_About this task_
Look through the entries for the string "Fairway" and copy every line where it shows up.

▼

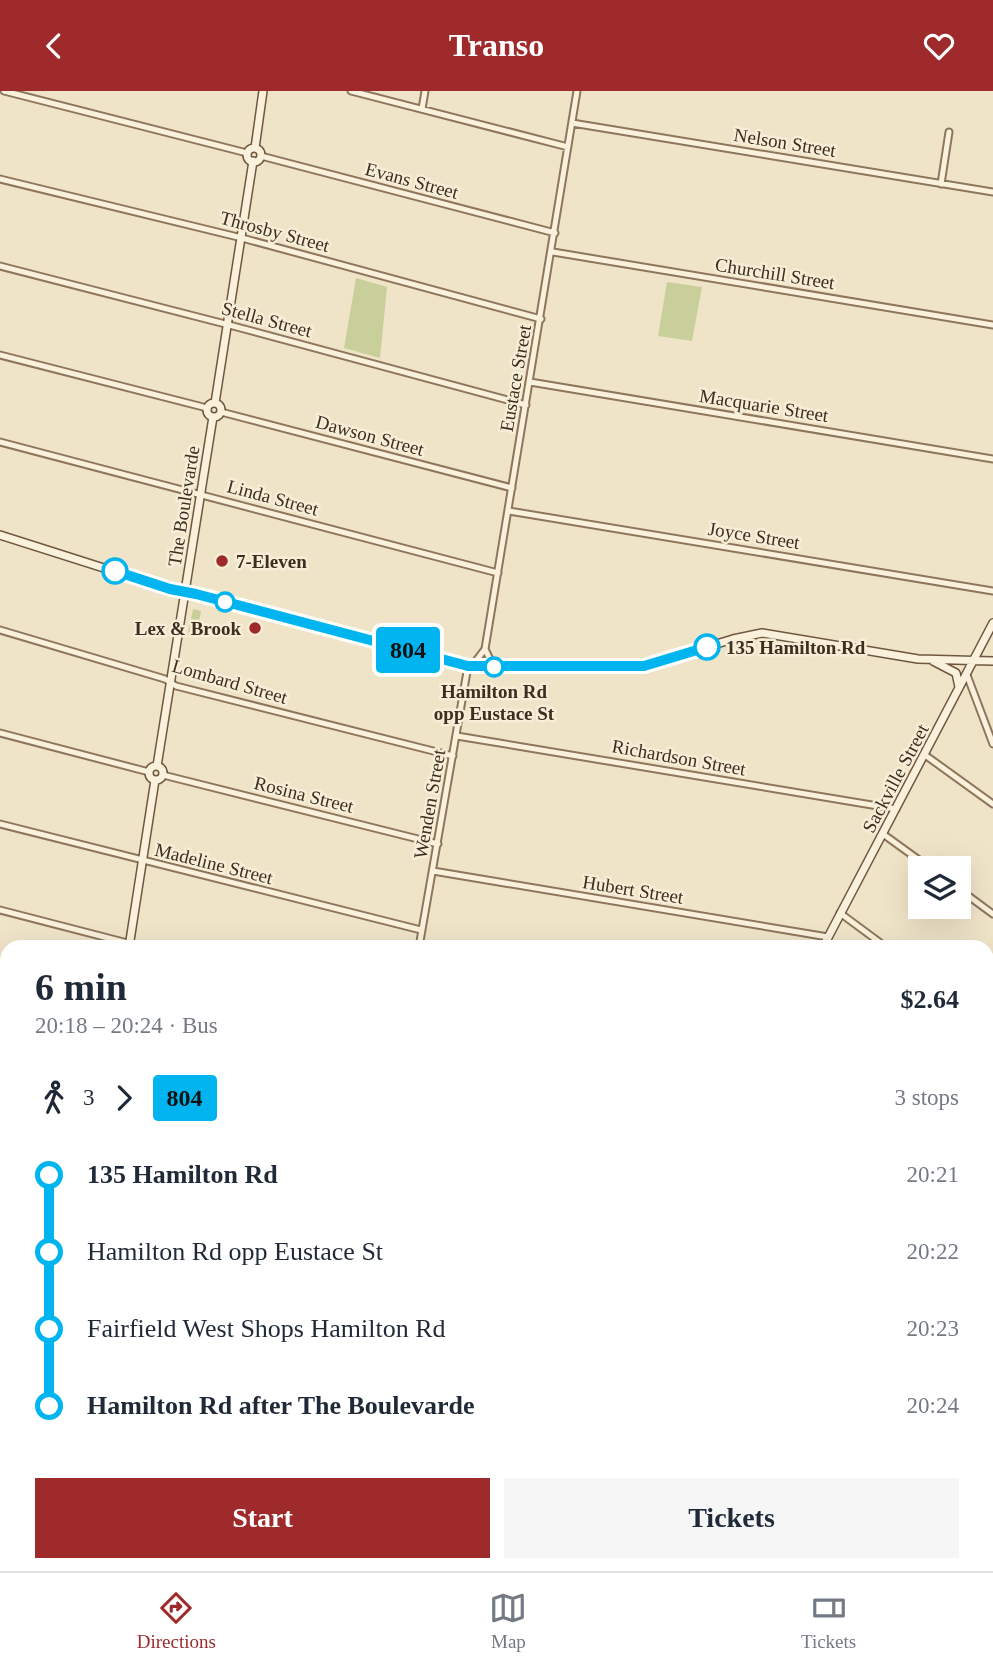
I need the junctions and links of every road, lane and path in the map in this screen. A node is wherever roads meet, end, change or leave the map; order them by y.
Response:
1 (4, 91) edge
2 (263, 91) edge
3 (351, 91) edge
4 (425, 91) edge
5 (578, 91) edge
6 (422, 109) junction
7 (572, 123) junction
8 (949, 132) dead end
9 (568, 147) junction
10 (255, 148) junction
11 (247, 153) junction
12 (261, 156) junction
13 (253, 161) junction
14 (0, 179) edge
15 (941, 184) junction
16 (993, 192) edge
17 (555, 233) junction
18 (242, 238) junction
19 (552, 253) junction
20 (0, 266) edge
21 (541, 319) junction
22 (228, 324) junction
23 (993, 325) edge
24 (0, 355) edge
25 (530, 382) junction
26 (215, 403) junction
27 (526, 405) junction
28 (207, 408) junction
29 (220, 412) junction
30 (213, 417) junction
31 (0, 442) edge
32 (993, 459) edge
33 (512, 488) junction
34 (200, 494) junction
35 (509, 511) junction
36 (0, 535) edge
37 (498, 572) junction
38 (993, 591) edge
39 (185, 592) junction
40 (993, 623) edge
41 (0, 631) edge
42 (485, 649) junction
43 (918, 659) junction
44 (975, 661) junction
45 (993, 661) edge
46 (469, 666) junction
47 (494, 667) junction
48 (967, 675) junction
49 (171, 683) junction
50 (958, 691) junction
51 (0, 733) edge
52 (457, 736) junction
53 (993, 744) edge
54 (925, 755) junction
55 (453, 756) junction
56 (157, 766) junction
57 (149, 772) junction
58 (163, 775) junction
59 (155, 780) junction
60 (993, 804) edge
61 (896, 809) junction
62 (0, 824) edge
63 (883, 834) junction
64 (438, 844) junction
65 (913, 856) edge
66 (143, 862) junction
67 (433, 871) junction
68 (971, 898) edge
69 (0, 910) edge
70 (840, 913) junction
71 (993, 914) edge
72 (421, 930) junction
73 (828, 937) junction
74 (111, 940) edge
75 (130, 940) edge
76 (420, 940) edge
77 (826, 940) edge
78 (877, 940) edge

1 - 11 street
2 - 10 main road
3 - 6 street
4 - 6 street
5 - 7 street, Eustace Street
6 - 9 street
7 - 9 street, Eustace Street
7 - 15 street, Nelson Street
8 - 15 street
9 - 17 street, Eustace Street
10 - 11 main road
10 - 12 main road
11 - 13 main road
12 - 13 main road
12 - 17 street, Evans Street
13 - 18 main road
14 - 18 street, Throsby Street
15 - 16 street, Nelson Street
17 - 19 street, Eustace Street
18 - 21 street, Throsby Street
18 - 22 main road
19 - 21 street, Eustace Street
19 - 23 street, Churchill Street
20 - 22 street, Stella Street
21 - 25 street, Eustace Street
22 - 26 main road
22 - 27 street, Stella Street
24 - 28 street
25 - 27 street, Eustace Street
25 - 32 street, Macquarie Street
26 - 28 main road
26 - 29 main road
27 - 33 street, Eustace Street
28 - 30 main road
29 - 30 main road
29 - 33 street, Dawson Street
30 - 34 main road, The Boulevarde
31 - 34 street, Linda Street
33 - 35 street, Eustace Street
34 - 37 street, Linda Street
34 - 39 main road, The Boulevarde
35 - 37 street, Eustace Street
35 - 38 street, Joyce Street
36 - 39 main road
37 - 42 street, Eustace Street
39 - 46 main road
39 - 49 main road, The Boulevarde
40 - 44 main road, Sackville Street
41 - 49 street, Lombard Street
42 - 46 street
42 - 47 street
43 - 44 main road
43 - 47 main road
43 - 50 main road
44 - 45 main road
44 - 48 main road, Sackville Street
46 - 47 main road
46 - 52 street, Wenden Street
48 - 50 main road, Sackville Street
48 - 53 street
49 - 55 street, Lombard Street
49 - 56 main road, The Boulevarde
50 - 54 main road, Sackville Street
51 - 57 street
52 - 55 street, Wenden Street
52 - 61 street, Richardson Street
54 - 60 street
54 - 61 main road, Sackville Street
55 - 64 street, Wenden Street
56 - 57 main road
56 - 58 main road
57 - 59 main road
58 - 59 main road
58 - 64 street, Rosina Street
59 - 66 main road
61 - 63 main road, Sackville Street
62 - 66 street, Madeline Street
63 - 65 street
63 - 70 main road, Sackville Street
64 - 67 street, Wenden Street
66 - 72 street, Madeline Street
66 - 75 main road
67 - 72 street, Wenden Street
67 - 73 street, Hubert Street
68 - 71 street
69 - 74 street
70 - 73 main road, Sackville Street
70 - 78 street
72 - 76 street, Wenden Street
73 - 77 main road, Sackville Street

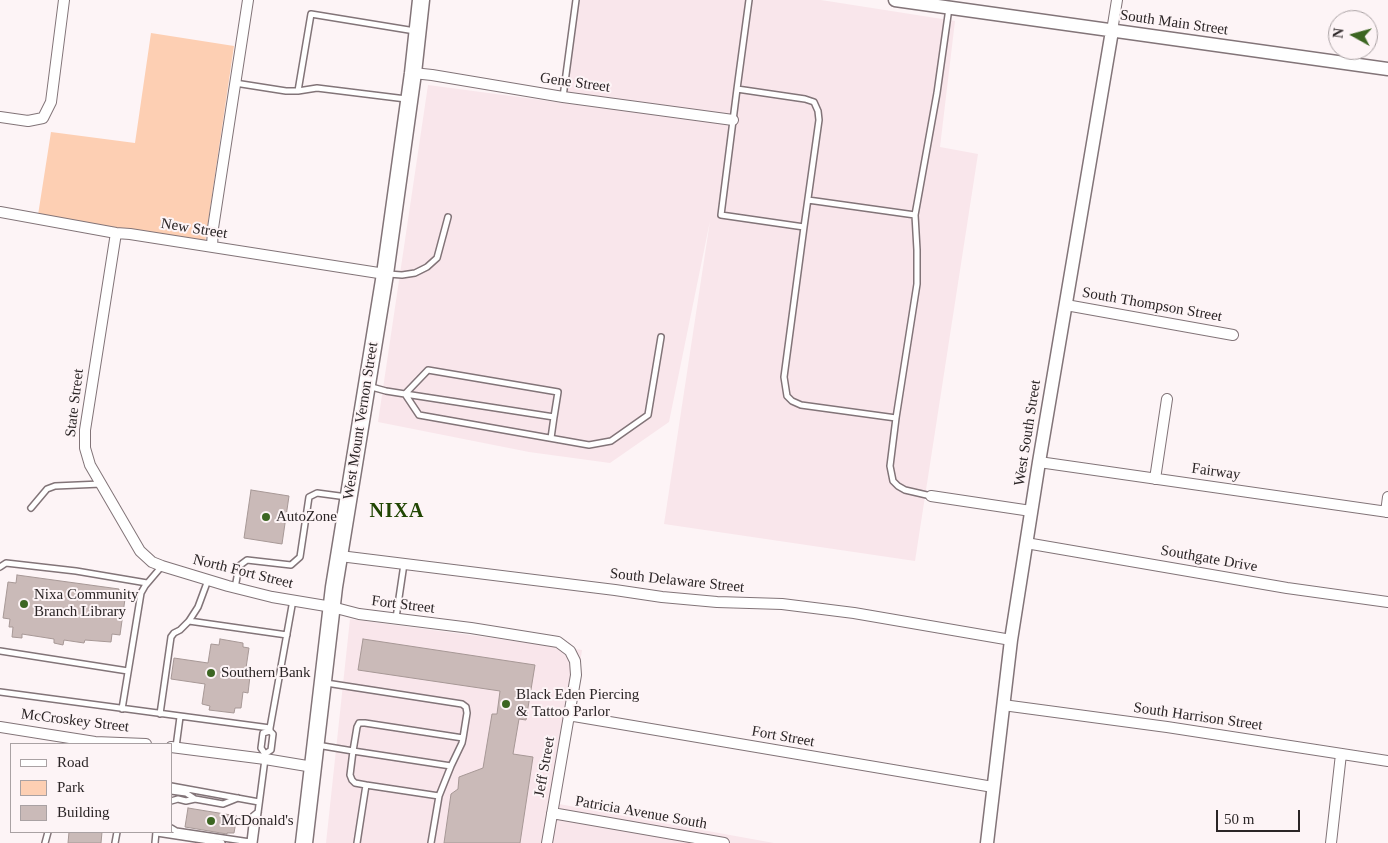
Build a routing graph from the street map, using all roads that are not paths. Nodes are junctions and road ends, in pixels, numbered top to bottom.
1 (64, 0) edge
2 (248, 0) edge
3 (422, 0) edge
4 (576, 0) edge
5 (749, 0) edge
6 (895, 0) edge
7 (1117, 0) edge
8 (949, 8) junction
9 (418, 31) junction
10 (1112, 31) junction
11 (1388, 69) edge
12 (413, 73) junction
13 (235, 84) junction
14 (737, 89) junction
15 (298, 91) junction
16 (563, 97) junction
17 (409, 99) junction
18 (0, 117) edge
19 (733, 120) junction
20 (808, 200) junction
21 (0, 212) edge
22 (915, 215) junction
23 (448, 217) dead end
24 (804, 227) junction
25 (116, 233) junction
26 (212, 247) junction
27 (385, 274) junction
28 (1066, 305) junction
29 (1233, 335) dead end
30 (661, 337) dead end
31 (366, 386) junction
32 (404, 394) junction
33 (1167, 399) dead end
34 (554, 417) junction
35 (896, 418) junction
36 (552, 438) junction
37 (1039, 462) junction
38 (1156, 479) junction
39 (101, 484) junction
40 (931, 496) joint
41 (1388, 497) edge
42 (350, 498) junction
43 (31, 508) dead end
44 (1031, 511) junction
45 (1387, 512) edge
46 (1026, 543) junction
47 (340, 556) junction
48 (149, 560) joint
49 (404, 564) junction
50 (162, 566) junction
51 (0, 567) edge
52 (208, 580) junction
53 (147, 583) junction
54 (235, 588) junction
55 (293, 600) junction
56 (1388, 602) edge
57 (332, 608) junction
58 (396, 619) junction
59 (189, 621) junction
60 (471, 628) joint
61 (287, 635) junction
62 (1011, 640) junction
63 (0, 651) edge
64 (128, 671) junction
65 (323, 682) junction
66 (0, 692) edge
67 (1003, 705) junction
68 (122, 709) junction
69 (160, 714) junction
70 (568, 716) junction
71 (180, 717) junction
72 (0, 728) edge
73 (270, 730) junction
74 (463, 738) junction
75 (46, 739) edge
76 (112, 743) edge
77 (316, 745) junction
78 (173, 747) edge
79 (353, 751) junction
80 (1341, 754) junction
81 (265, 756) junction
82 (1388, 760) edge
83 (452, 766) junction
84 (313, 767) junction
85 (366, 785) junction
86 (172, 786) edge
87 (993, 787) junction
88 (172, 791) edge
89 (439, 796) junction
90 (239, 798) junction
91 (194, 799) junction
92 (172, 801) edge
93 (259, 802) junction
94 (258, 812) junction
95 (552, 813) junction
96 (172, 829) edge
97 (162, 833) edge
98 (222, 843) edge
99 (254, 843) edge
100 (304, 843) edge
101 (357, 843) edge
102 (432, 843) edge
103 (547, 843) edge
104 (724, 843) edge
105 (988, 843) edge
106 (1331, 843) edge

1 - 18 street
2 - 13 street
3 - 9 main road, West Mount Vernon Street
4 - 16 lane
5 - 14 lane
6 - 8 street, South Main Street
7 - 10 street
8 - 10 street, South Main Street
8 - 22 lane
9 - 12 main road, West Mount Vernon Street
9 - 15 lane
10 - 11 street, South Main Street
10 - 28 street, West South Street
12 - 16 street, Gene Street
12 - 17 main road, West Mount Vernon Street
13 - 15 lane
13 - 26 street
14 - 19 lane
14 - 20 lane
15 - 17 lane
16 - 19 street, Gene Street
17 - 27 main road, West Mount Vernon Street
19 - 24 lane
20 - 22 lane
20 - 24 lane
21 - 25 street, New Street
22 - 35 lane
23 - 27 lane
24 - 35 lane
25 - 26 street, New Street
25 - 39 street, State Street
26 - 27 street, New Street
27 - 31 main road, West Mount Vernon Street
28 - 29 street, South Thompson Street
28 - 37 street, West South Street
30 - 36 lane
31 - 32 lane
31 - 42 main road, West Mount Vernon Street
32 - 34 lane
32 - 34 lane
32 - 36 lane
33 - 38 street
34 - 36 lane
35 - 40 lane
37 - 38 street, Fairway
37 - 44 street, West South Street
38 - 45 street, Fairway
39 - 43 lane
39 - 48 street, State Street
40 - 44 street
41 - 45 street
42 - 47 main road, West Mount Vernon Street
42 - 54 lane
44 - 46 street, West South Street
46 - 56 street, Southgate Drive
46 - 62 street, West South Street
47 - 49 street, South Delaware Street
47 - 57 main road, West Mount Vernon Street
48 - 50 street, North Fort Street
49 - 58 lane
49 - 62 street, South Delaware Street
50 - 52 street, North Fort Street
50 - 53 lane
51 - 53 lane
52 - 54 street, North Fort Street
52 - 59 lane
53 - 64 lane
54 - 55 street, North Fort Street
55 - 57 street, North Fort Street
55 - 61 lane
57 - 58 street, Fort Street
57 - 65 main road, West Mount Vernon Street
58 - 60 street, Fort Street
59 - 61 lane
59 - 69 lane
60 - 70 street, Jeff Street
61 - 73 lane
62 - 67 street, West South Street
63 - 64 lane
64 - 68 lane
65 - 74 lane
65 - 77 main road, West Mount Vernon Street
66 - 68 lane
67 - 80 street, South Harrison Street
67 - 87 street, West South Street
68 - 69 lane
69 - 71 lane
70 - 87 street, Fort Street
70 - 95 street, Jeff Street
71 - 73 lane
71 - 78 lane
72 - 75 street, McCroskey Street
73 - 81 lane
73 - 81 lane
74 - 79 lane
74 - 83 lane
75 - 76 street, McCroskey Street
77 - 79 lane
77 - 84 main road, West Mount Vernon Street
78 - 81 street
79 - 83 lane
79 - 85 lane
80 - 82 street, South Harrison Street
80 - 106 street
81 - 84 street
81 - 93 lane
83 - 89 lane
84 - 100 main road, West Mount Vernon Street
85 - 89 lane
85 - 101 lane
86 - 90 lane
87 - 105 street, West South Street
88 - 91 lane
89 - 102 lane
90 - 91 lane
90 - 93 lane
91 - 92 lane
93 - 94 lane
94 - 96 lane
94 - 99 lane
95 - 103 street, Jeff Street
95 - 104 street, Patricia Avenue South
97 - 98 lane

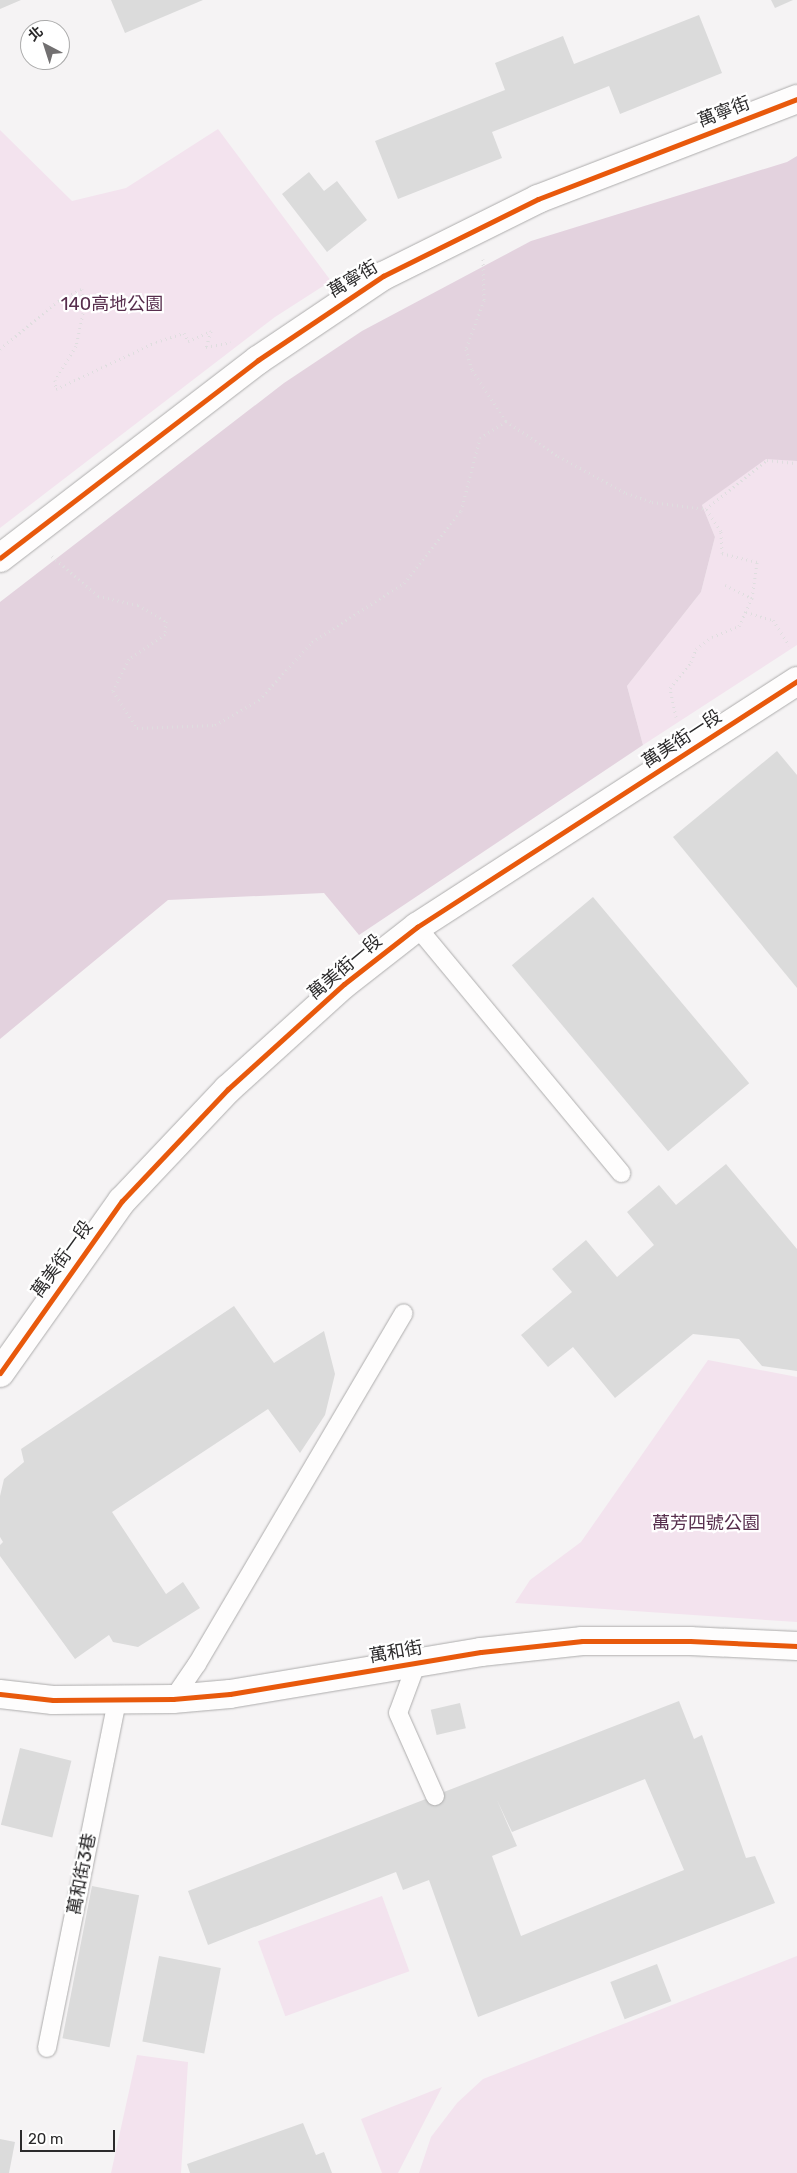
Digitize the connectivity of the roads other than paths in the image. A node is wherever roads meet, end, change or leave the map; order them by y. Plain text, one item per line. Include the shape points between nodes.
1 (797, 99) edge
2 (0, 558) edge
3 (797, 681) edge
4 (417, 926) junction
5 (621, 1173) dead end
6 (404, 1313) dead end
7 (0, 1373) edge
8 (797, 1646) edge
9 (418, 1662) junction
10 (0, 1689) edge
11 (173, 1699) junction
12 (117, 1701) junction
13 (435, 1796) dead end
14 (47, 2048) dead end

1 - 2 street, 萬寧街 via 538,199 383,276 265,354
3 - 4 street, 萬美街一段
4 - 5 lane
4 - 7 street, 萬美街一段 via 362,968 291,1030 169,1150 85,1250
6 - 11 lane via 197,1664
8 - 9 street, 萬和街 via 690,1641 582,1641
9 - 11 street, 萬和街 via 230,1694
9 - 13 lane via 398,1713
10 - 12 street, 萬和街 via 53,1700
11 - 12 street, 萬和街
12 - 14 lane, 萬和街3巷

▲

_Task output_
37 - 38 street, Fairway
38 - 45 street, Fairway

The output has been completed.